In September 2021, I invested Nat Eliason’s defi course. For those who don’t know, defi stands for decentralized finance. The course was $100 and my goal was to earn at least $100 in defi so the course was worth it.
I started trading on the Ethereum blockchain but stopped because of the outrageous gas fees. I then started experimenting with Polygon because the gas fees were more manageable. When Polygon’s gas fees got higher, I decided to switch to the Terra blockchain. Transactions on the Terra chain cost $.25 and they had, by far, the most comprehensive decentralized finance applications at the time.
While playing around on Terra, I learned about the Anchor Protocol. Anchor is an application where you could earn 20% APY on the dollar-pegged stablecoin TerraUSD (UST). When I first saw this I was like “Damn! 20%?! I’m making .05% in my savings account. Why not put all my savings in there?”
So, I set a reoccurring purchase for $500 worth of Luna every two weeks. It went a little something like this:
Buy Luna on crypto.com. Why Crypto.com and not some other popular exchange like Coinbase or Binance? Crypto.com allows you to bridge your tokens to other blockchains. For example, I could buy Luna on Crypto.com and send them directly to my wallet on the Terra blockchain. This was much easier and cheaper than buying on Coinbase, transferring to my Ethereum wallet, and then bridging to the Terra blockchain.
Convert LUNA to UST. Once I had my LUNA in my Terra wallet, I had to transfer it to UST. This part was easy. There is this app called Terra Station on the Terra blockchain that enables you to easily swap your LUNA for UST.
Send UST to Anchor Protocol. Once I had my UST, I’d send it to Anchor to earn 20% APY!
For 6 months I was earning 20% APY.
Until I wasn’t. Enter, the Fall of Terra.
At its peak, Terra was a $60B crypto ecosystem. But in May 2022, it all fell apart.
The algorithmic stablecoin UST depegged, plummeting to less than $.05. LUNA, which was meant to stabilize UST’s price, fell from $80 to a few cents. Your boy was down bad.
Here’s a chart showing the decline of UST.
And here’s a chart showing the decline of LUNA.
You might be wondering how this kind of thing happened. How could a $60B ecosystem vaporize into thin air? The answer?
Nobody really knows. There are a few theories, but I haven’t taken the time to really understand them so I’m not going to try and explain them. Anyways, this post is more about lessons learned from losing a bunch of money, rather than a post trying to figure out why I lost all that money. Maybe I’ll try and tackle that in a future piece, but for now, let’s dive into those lessons learned.
When something is too good to be true, it’s probably too good to be true
Get rich slowly: The most sustainable way to get rich is to get rich slowly. $81.5 billion of Warren Buffet’s $84.5 billion net worth came after he turned 65.

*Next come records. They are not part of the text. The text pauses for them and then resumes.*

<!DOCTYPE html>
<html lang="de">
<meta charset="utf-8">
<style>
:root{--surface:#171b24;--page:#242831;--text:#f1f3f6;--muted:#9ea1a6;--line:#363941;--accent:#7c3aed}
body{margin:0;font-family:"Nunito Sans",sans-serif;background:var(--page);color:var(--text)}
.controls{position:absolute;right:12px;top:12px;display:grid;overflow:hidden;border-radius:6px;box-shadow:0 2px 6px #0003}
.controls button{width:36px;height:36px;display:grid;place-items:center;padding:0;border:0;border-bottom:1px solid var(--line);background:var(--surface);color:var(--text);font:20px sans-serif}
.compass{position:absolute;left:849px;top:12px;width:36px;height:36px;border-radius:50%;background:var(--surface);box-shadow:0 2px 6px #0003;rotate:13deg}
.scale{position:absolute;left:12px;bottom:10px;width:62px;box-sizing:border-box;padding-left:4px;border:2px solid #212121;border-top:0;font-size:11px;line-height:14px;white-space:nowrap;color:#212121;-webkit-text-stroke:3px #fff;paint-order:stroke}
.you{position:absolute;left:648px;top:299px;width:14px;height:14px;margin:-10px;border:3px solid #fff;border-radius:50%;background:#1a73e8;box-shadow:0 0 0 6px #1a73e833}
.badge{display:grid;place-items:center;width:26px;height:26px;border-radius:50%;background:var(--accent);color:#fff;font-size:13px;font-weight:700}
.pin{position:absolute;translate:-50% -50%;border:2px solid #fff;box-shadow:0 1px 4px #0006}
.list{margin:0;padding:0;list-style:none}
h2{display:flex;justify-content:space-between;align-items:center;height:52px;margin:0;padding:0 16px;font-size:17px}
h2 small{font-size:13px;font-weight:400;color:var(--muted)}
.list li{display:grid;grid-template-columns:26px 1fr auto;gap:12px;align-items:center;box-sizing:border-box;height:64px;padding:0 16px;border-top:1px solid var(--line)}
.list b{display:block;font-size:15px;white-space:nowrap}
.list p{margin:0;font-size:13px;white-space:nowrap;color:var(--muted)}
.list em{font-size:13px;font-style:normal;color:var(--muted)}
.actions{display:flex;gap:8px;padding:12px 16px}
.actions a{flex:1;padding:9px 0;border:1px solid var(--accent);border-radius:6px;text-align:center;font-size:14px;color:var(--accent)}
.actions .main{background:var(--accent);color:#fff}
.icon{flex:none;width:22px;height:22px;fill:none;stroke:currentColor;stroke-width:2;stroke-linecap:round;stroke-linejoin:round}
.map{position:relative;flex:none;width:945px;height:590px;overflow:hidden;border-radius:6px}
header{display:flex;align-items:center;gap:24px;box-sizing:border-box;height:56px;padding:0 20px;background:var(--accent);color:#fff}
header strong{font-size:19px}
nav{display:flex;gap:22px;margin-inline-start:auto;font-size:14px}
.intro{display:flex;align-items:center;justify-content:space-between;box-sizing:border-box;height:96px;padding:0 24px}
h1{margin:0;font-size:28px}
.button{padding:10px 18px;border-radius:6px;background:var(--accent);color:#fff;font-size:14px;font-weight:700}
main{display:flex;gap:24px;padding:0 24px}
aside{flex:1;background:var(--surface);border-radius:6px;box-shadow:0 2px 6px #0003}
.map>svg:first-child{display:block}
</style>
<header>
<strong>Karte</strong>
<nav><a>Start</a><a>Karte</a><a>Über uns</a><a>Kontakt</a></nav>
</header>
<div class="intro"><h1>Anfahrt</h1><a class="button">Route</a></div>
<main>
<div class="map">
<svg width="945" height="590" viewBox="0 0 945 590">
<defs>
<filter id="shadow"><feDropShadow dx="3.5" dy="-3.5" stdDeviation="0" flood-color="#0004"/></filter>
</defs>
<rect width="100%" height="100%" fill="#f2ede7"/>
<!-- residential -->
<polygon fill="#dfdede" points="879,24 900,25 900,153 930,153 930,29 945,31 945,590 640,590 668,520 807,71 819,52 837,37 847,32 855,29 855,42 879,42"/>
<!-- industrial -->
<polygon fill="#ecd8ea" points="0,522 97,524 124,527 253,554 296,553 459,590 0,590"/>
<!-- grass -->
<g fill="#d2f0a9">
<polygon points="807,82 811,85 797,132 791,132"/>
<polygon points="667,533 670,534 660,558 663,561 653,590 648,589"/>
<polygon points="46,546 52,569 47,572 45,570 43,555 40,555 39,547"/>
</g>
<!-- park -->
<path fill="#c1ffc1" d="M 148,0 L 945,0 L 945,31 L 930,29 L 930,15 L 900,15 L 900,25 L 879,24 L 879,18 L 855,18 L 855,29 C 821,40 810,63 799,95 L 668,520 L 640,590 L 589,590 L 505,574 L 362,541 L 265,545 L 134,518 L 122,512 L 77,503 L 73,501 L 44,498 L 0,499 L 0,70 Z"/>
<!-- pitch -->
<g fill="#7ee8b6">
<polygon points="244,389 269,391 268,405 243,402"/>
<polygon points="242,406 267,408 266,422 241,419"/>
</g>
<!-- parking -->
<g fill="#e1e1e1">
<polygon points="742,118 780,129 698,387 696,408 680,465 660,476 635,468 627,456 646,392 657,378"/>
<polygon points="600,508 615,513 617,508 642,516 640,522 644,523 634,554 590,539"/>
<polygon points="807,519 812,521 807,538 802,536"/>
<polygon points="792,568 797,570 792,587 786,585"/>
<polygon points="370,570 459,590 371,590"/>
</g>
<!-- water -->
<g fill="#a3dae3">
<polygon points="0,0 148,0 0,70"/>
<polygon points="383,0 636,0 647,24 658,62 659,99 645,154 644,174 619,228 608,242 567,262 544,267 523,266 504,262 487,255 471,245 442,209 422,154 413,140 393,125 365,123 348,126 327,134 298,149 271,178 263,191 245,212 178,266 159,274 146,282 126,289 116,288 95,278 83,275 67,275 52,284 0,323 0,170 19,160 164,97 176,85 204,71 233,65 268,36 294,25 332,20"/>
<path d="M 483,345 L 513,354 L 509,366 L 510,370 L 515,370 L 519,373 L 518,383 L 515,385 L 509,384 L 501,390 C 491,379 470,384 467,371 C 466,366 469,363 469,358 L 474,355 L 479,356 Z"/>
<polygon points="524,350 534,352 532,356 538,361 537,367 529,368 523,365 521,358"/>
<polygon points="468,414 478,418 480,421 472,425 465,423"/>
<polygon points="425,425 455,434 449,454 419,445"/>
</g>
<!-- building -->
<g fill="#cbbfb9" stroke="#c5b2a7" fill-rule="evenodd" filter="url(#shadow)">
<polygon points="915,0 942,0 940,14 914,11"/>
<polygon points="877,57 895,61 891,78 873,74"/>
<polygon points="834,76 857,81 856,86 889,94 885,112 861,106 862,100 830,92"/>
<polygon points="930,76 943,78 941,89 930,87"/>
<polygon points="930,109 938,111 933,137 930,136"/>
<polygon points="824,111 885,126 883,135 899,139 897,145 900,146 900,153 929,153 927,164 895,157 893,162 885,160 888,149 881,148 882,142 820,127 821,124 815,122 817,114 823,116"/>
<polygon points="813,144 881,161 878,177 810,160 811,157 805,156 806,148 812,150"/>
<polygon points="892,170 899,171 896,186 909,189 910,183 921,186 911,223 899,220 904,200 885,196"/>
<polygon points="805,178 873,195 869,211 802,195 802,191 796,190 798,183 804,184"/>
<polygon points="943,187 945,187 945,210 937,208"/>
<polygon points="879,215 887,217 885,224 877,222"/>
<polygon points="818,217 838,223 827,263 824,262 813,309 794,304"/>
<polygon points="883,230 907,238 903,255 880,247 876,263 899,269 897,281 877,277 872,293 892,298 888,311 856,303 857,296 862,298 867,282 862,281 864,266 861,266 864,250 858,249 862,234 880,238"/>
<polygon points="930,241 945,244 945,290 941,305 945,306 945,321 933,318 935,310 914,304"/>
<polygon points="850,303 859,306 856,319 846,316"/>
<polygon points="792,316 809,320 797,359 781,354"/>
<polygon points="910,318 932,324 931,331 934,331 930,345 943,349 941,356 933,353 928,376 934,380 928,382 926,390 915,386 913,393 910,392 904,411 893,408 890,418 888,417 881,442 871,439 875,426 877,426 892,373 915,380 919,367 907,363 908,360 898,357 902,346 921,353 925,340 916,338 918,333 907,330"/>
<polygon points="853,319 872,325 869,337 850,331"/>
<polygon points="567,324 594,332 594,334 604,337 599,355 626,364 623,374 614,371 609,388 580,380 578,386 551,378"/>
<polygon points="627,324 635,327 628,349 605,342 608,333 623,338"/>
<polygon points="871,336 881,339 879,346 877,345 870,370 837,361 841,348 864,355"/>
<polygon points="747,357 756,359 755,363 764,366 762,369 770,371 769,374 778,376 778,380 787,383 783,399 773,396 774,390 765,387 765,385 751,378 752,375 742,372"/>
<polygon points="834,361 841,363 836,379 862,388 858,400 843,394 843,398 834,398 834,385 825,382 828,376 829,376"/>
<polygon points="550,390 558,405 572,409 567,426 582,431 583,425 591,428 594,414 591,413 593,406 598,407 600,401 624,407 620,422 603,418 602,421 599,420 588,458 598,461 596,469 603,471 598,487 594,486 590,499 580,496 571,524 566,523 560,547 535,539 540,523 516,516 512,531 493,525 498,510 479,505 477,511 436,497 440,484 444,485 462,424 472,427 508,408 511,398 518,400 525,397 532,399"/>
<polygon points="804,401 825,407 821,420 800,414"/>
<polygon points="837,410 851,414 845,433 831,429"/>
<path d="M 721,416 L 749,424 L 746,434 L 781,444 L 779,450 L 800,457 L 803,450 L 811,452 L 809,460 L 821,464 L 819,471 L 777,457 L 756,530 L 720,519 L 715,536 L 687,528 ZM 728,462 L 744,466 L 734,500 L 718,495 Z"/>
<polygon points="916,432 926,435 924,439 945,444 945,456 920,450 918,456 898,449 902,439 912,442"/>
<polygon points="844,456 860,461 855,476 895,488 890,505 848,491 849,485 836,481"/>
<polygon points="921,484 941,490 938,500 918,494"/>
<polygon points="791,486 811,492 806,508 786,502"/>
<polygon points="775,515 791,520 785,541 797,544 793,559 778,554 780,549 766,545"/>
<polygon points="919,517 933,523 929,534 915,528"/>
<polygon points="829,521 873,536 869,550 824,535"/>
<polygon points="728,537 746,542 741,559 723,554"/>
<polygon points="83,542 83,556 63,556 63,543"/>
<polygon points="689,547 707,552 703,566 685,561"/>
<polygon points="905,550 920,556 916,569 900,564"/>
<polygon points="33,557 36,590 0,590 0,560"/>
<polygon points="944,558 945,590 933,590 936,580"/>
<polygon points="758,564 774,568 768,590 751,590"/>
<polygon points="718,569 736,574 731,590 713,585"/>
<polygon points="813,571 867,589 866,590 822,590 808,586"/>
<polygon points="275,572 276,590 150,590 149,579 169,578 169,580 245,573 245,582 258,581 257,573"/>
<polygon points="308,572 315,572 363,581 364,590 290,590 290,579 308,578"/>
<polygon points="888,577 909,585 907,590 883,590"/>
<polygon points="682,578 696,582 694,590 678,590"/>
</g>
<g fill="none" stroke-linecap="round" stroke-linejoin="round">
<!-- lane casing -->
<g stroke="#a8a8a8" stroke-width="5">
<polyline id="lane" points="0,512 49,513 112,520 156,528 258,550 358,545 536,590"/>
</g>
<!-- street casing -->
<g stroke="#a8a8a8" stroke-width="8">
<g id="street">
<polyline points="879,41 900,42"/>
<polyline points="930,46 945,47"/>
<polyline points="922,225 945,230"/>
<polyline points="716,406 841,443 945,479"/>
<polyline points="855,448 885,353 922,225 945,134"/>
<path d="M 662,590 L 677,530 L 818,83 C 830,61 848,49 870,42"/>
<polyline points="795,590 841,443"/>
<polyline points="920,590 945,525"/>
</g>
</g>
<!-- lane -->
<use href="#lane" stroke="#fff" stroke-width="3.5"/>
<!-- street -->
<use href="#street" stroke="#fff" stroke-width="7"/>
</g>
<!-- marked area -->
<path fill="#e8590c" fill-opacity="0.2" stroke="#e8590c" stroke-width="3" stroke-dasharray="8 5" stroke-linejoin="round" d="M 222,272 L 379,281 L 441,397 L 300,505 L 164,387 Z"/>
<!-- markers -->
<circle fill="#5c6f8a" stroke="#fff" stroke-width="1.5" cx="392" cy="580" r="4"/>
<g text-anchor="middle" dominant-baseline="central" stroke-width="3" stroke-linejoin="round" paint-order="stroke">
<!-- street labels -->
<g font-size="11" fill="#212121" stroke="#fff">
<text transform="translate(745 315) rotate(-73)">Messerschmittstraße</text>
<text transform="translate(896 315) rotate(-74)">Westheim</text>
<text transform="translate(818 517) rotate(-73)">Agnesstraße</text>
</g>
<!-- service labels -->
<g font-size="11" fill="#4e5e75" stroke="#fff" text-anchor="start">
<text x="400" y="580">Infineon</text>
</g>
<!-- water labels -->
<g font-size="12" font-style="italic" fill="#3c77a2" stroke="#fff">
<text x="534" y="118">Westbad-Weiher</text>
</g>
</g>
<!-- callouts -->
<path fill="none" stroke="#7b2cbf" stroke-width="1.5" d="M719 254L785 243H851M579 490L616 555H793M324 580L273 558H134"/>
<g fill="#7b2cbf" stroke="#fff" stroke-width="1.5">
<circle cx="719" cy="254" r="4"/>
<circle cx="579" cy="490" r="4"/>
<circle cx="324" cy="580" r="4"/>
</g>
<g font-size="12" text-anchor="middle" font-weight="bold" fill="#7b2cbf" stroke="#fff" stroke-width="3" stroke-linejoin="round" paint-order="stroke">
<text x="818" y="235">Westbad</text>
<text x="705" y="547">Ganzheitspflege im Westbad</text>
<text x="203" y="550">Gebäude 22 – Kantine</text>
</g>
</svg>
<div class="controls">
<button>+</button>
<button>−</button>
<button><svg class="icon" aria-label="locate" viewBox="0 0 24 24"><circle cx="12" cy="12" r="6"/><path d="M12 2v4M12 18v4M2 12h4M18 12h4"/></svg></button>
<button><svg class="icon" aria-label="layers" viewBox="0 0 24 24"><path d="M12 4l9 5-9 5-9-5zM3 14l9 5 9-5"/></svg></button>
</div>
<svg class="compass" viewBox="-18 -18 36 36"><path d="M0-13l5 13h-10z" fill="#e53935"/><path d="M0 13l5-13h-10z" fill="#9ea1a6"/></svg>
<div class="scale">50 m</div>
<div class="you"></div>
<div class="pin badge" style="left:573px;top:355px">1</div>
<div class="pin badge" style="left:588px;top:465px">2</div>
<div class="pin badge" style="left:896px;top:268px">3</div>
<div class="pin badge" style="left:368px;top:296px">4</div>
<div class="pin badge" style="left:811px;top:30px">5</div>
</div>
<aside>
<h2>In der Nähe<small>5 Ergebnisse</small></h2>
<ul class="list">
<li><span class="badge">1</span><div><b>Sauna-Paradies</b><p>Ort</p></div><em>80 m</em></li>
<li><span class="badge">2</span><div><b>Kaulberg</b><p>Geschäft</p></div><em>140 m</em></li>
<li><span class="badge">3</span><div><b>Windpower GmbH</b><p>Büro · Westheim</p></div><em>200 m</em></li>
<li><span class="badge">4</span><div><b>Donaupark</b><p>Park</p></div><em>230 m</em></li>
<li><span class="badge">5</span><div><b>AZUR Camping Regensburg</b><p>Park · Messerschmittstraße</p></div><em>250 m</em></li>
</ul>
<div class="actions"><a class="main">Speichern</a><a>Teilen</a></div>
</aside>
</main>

Understand your investments before making them: Crypto is really friggin confusing. It is undoubtedly the future, but man I sometimes can’t seem to wrap my head around this stuff. Here’s my new rule when deciding whether or not to invest in something: if you can’t explain your investment to a five-year-old, don’t invest in it.
Do your own research: I kind of FOMOed into Anchor. I saw that 20% APY and I was like “OOO I WANT IT!” I should’ve muted my monkey brain and conducted more research.
Avoid echo chambers: When I was doing my due diligence on Anchor, I only spoke with people who were invested in the platform: I followed Terra maxis on Twitter, joined Discord groups focused on Terra, listened to a bunch of Terra-based podcasts, and subscribed to a handful of YouTube channels focused on Terra. I should have been talking to people who weren’t invested in the platform, asking them their opinions on Terra. Instead, I got stuck in a big Anchor Protocol / Terra echo chamber where I only heard what I wanted to hear… “Go get that 20%!!!”
Check on incentives: Before investing in something, verify the incentives of each of the stakeholders. If I were smart, I would’ve dug a little deeper into Anchor Protocol and I would’ve realized that the 20% APY was essentially a user acquisition incentive; like every other liquidity pool with a high APY.
Don’t believe the hype: Is there’s a ton of hype around something, that should make you really skeptical about it. Don’t make any investment decisions without asking a bunch of questions and cutting through the hype.